I'm having trouble deriving equation (2.45) on page 25. In particular, in the derivation of

$i\frac{\partial}{\partial t}\pi({\bf{x}},t) = -i(-\nabla^{2}+m^{2}) \phi({\bf{x}},t)$,

I need to show that

$\frac{1}{2}\pi({\bf{x}},t) \phi({\bf{x'}},t)(-\nabla^{2}+m^{2}) \phi({\bf{x'}},t) - \frac{1}{2} \phi({\bf{x'}},t)(-\nabla^{2}+m^{2})\phi({\bf{x'}},t)\pi({\bf{x}},t) = -i \delta^{(3)}({\bf{x}}-{\bf{x'}})(-\nabla^{2}+m^{2})\phi({\bf{x'}},t)$.

Now, this is what I've done so far:

$\frac{1}{2}\pi({\bf{x}},t) \phi({\bf{x'}},t)(-\nabla^{2}+m^{2}) \phi({\bf{x'}},t) - \frac{1}{2} \phi({\bf{x'}},t)(-\nabla^{2}+m^{2})\phi({\bf{x'}},t)\pi({\bf{x}},t)$

$=\frac{1}{2}\pi({\bf{x}},t) \phi({\bf{x'}},t)(-\nabla^{2}+m^{2}) \phi({\bf{x'}},t)-\frac{1}{2}\phi({\bf{x'}},t)\pi({\bf{x}},t) (-\nabla^{2}+m^{2}) \phi({\bf{x'}},t) +\frac{1}{2}\phi({\bf{x'}},t)\pi({\bf{x}},t) (-\nabla^{2}+m^{2}) \phi({\bf{x'}},t)- \frac{1}{2} \phi({\bf{x'}},t)(-\nabla^{2}+m^{2})\phi({\bf{x'}},t)\pi({\bf{x}},t)$

$=\frac{1}{2}[\pi({{\bf{x}},t}), \phi({{\bf{x'}},t})](-\nabla^{2}+m^{2}) \phi({\bf{x'}},t) + \frac{1}{2}\phi({\bf{x'}},t)[\pi({\bf{x}},t), (-\nabla^{2}+m^{2}) \phi({\bf{x'}},t)]$

$=\frac{1}{2}(-i)\delta^{(3)}({\bf{x'}}-{\bf{x}})(-\nabla^{2}+m^{2}) \phi({\bf{x'}},t) + ??$.
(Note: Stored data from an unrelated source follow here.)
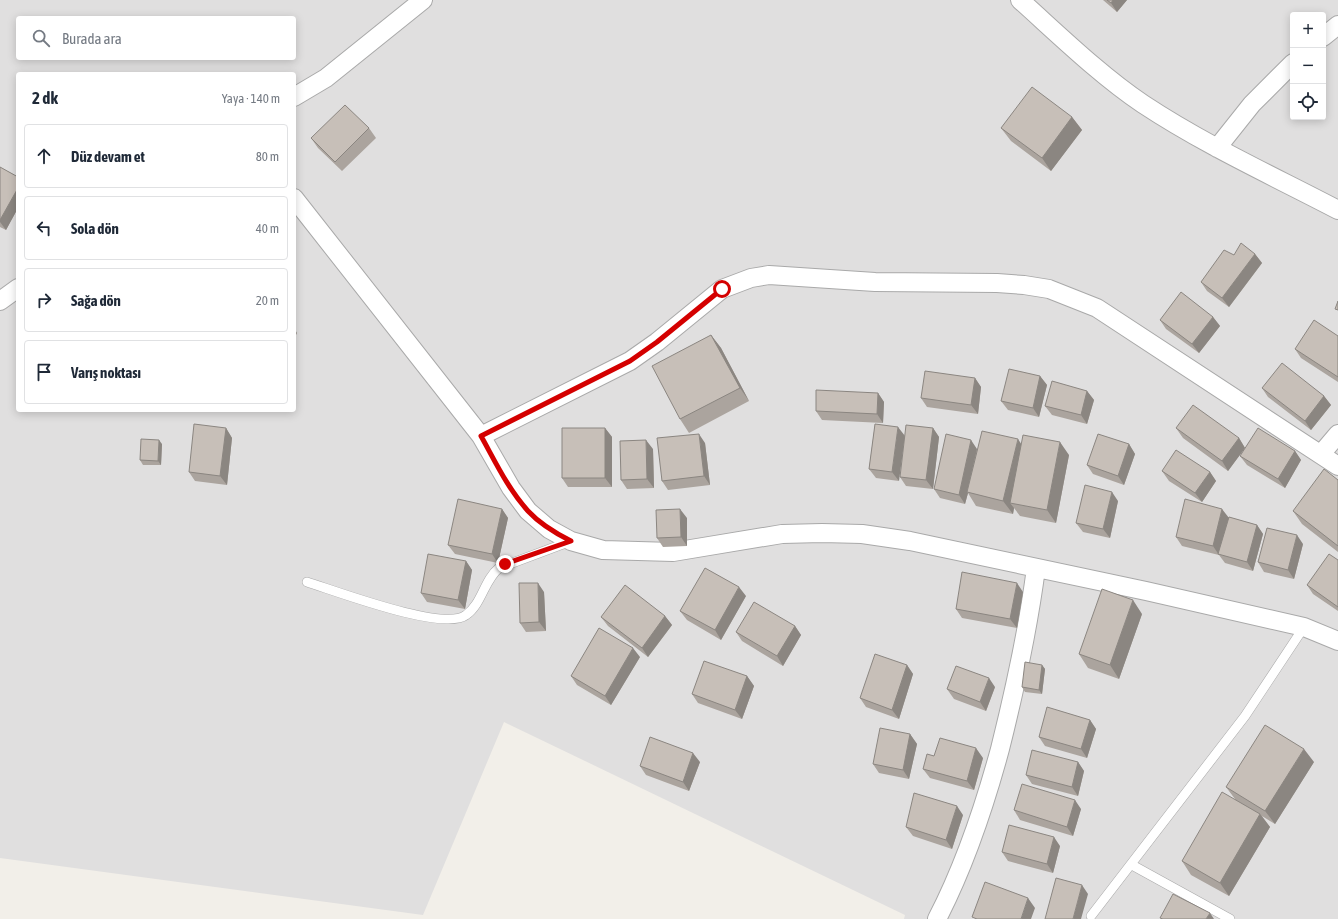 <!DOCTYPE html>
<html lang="tr">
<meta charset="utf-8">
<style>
:root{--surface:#fff;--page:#f2f2f3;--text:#1f2937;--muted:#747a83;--line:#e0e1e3}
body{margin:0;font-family:"Asap Condensed",sans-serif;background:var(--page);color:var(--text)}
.controls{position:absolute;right:12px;top:12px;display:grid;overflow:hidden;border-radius:4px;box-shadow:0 2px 10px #0003}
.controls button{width:36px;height:36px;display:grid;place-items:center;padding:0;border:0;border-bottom:1px solid var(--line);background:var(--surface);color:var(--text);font:20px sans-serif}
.stop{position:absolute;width:12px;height:12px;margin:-9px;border:3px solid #d40000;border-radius:50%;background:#fff}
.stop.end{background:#d40000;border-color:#fff;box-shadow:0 1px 4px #0008}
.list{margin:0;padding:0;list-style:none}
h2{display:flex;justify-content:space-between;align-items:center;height:52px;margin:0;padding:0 16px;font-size:17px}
h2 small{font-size:13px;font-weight:400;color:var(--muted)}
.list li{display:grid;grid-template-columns:26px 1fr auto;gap:12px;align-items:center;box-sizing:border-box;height:64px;margin:0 8px 8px;padding:0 8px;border:1px solid var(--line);border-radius:4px}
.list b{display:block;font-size:15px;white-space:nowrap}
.list em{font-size:13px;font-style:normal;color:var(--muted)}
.icon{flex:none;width:22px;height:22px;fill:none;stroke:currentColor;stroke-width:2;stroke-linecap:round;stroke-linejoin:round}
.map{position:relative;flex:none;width:1338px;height:919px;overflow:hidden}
.search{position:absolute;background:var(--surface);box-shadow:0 2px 10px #0003;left:16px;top:16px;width:280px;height:44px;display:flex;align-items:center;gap:10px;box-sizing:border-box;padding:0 14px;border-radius:4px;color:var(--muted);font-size:15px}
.panel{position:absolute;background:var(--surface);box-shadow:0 2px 10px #0003;left:16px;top:72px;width:280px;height:340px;border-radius:4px}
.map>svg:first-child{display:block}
.residential{fill:#e0dfdf;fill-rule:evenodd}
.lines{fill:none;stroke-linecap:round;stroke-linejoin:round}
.service-casing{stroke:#a9a9a9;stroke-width:10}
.minor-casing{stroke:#a9a9a9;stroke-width:20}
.service{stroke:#fff;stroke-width:9}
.minor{stroke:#fff;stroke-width:18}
.wall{fill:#aba49e}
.shaded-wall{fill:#8b8681}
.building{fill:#c7bfb8;stroke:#8b8681}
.route{stroke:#d40000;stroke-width:5}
</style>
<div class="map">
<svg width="1338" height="919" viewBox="0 0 1338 919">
<rect width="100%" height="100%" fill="#f2efe9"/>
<path class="residential" d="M0,0H1338V919H904L905,915L504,722L423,915L0,858ZM1293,15H1323V117H1293ZM18,18H294V58H18ZM18,74H294V410H18Z"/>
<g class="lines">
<g class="service-casing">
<path id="service" d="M307,582C336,591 444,632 466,615C482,604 484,580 499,568L571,541
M1132,865L1230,919
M1091,916L1245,716L1304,627"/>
</g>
<g class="minor-casing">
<path id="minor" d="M1020,0C1059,35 1100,75 1143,104C1205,145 1273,176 1338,210
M1323,37L1338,25
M294,97L326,78L423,0
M1217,148L1252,104L1293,63
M294,198L481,436L511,488L528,511L549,529L571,541L603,550L673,552L782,534L822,533L862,534L910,541L1146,591L1304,627L1338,641
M0,301L18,288
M481,436L630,361L657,342L722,289L751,278L769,275L875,282L997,283L1024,285L1049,289L1097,308L1338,466
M1321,454L1338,434
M937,919C965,865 984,808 1000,749C1015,689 1028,630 1036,568"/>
</g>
<use href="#service" class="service"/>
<use href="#minor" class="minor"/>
</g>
<path class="wall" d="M1103,0H1127L1117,12Z
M1072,117L1082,130L1051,171L1011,141L1001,128Z
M369,128L376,138L342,171L318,148L311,138Z
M0,167L18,177V208L6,230L0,227Z
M1255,254L1262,263L1229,307L1207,291L1201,282L1234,255Z
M1213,317L1220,326L1199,353L1166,329L1160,320Z
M294,326L297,334L294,336Z
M711,335L721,348L749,401L689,433L680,419Z
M1338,336V382L1301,358L1295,349Z
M1040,376L1047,385L1039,417L1008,410L1001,401Z
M975,378L981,387L978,414L927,407L921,398Z
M1262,388L1324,396L1331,405L1311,430L1268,397Z
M1087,391L1094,400L1087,424L1052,415L1045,406Z
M878,393L884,402L883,423L822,420L816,411Z
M875,424L899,481L876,478L869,469Z
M226,428L232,438L227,485L195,481L189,472Z
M605,428L612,437V487H568L562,478Z
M933,428L939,437L933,489L906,486L900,477Z
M1176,428L1239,438L1245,448L1228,471L1183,438Z
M705,443L710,485L668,490L662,481Z
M162,444L161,465H143L140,460Z
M1021,444L1069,455L1056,523L1020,516L1014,508L1013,514L976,506L968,493L965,504L940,498L934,489L977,449Z
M1129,444L1135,454L1124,485L1093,474L1087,465Z
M653,449L654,488L627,489L621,480Z
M1295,451L1301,460L1285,488L1247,465L1240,456Z
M1162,471L1210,472L1216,481L1202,502L1169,481Z
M1338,480V552L1302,524L1293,511Z
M1118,501L1110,538L1083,532L1076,523Z
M502,509L508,518L498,563L455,554L448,545Z
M1228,517L1257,525L1263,534L1253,571L1225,563L1219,555L1182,546L1176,537Z
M687,518V546L663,547L657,538Z
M1303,544L1294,579L1264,572L1258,562Z
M1338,560V611L1313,594L1307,585Z
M466,561L472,570L465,609L427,602L421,593Z
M544,592L546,631L526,632L520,623Z
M1023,592L1017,628L962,618L956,609Z
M746,596L721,640L687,620L680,611Z
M1142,614L1119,679L1088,668L1079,654Z
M665,616L672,625L648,657L608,626L601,617Z
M795,626L801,635L783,666L742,641L736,632Z
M640,657L611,705L577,685L571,676Z
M907,665L913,674L899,719L866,707L860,698Z
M1042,665L1045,669L1042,694L1025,692L1022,687Z
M747,676L754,686L742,719L698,703L692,694Z
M995,687L986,711L954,699L947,689Z
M1090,720L1096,729L1087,758L1045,746L1039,737Z
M910,734L917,744L909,779L879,773L873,764Z
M934,756L983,758L974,790L930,778L923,769Z
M700,762L689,791L646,775L640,766Z
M1078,762L1084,771L1078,796L1032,784L1026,775Z
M1314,762L1275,824L1262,816L1270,827L1229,896L1191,875L1182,861L1235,799L1226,787Z
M1081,809L1073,836L1020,820L1014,810Z
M963,815L952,849L913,836L906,827Z
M1060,846L1053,873L1008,861L1002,852Z"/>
<path class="shaded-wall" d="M1113,0H1127L1117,12L1111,3Z
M1072,117L1082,130L1051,171L1042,158Z
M18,188V208L6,230L0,222V220Z
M1255,254L1262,263L1229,307L1222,298Z
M1213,317L1220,326L1199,353L1192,344Z
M294,326L297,334L294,330Z
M711,335L721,348L749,401L740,388Z
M1040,376L1047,385L1039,417L1033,408Z
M975,378L981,387L978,414L971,405Z
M1087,391L1094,400L1087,424L1081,415Z
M878,393L884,402L883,423L877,414Z
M1324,396L1331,405L1311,430L1305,421Z
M898,427L905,436L899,481L892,472Z
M226,428L232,438L227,485L220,476Z
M605,428L612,437V487L605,478Z
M933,428L939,437L933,489L926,480Z
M699,434L705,443L710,485L704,476Z
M1239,438L1245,448L1228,471L1222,461Z
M1018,439L1027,453L1010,503L1014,508L1013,514L1003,501Z
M159,440L162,444L161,465L158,461Z
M646,440L653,449L654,488L647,479Z
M971,440L977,449L967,492L968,493L965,504L959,495Z
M1060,442L1069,455L1056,523L1047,510Z
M1129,444L1135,454L1124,485L1118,476Z
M1295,451L1301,460L1285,488L1278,479Z
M1210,472L1216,481L1202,502L1195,493Z
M1112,492L1118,501L1110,538L1103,529Z
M502,509L508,518L498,563L492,554Z
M680,509L687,518V546L681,537Z
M1222,509L1229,518L1219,555L1213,546Z
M1257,525L1263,534L1253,571L1247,562Z
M1297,535L1303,544L1294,579L1288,570Z
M466,561L472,570L465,609L458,600Z
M538,583L544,592L546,631L539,622Z
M1017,583L1023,592L1017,628L1010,619Z
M739,587L746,596L721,640L715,630Z
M1133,600L1142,614L1119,679L1110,665Z
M665,616L672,625L648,657L642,648Z
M795,626L801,635L783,666L777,656Z
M633,648L640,657L611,705L605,696Z
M907,665L913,674L899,719L892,710Z
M1042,665L1045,669L1042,694L1039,690Z
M747,676L754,686L742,719L735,710Z
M989,678L995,687L986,711L980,702Z
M1090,720L1096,729L1087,758L1081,749Z
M910,734L917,744L909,779L903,770Z
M976,748L983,758L974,790L967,781Z
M1304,749L1314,762L1275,824L1265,811Z
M693,753L700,762L689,791L683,782Z
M1078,762L1084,771L1078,796L1072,787Z
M1075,800L1081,809L1073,836L1067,827Z
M957,806L963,815L952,849L946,840Z
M1260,814L1270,827L1229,896L1220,883Z
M1054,837L1060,846L1053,873L1047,864Z
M1082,885L1088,894L1081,919H1073Z
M1028,898L1035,908L1031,919H1021Z
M1210,913L1214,919H1206Z"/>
<path class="building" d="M1107,0H1113L1111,3Z
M1032,87L1072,117L1042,158L1001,128Z
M345,105L369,128L335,162L311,138Z
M0,167L18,177V188L0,220Z
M1241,243L1255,254L1222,298L1201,282L1224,250L1234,255Z
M1181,292L1213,317L1192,344L1160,320Z
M1338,301V310L1335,309Z
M1314,320L1338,336V377L1295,349Z
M711,335L740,388L680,419L652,366Z
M1282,363L1324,396L1305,421L1262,388Z
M1009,369L1040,376L1033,408L1001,401Z
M925,371L975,378L971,405L921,398Z
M1052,381L1087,391L1081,415L1045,406Z
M816,390L878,393L877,414L816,411Z
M1193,405L1239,438L1222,461L1176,428Z
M194,424L226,428L220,476L189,472Z
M875,424L898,427L892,472L869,469Z
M906,425L933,428L926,480L900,477Z
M562,428H605V478H562Z
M1258,428L1295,451L1278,479L1240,456Z
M982,431L1018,439L1003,501L967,492Z
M699,434L704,476L662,481L657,438Z
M946,434L971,440L959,495L934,489Z
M1098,434L1129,444L1118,476L1087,465Z
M1023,435L1060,442L1047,510L1010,503Z
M141,439L159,440L158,461L140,460Z
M646,440L647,479L621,480L620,441Z
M1176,450L1210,472L1195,493L1162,471Z
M1324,469L1338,480V546L1293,511Z
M1085,485L1112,492L1103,529L1076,523Z
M458,499L502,509L492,554L448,545Z
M1185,499L1222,509L1213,546L1176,537Z
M680,509L681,537L657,538L656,510Z
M1229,517L1257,525L1247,562L1218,554Z
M1267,528L1297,535L1288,570L1258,562Z
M428,554L466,561L458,600L421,593Z
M1329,554L1338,560V607L1307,585Z
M705,568L739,587L715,630L680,611Z
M962,572L1017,583L1010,619L956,609Z
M519,583H538L539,622L520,623Z
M625,585L665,616L642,648L601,617Z
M1102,589L1133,600L1110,665L1079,654Z
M754,602L795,626L777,656L736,632Z
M599,628L633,648L605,696L571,676Z
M875,654L907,665L892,710L860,698Z
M704,661L747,676L735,710L692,694Z
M1025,662L1042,665L1039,690L1022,687Z
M956,666L989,678L980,702L947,689Z
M1047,707L1090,720L1081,749L1039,737Z
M1265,725L1304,749L1265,811L1226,787Z
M880,728L910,734L903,770L873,764Z
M650,737L693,753L683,782L640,766Z
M940,738L976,748L967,781L923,769L927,754L934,756Z
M1032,750L1078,762L1072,787L1026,775Z
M1022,784L1075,800L1067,827L1014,810Z
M1222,792L1260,814L1220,883L1182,861Z
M914,793L957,806L946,840L906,827Z
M1009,825L1054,837L1047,864L1002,852Z
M1056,878L1082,885L1073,919H1045Z
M985,882L1028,898L1021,919H977L972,917Z
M1173,894L1210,913L1206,919H1163L1160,918Z"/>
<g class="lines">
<path class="route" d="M505,564L571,541C555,533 540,524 528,511C508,489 495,461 481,436L630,361L657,342L722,289"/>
</g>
</svg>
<div class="controls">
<button>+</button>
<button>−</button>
<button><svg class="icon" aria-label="locate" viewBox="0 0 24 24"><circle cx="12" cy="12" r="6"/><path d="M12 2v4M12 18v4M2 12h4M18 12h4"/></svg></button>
</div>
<div class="stop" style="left:722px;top:289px"></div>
<div class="stop end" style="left:505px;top:564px"></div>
<div class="search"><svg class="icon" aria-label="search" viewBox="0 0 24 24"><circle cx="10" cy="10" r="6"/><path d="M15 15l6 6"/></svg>Burada ara</div>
<section class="panel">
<h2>2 dk<small>Yaya · 140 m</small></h2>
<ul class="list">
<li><svg class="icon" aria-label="ahead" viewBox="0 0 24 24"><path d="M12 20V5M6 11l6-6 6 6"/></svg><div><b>Düz devam et</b></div><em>80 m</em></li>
<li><svg class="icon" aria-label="left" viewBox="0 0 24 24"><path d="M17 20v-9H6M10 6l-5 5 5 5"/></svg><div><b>Sola dön</b></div><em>40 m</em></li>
<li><svg class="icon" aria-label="right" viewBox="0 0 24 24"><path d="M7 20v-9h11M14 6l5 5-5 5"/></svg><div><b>Sağa dön</b></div><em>20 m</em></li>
<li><svg class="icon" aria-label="arrive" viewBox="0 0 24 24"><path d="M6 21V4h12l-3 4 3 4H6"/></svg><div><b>Varış noktası</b></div></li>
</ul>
</section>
</div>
How do I evaluate the second commutator?

2. Oct 23, 2015

### spaghetti3451

bumpp!

3. Oct 23, 2015

### bapowell

Did you try breaking the second commutator up as $[\pi,m^2\phi] - [\pi,\nabla^2\phi]$ and convincing yourself that both the $m^2$ and $\nabla^2$ can be pulled out of their respective commutators?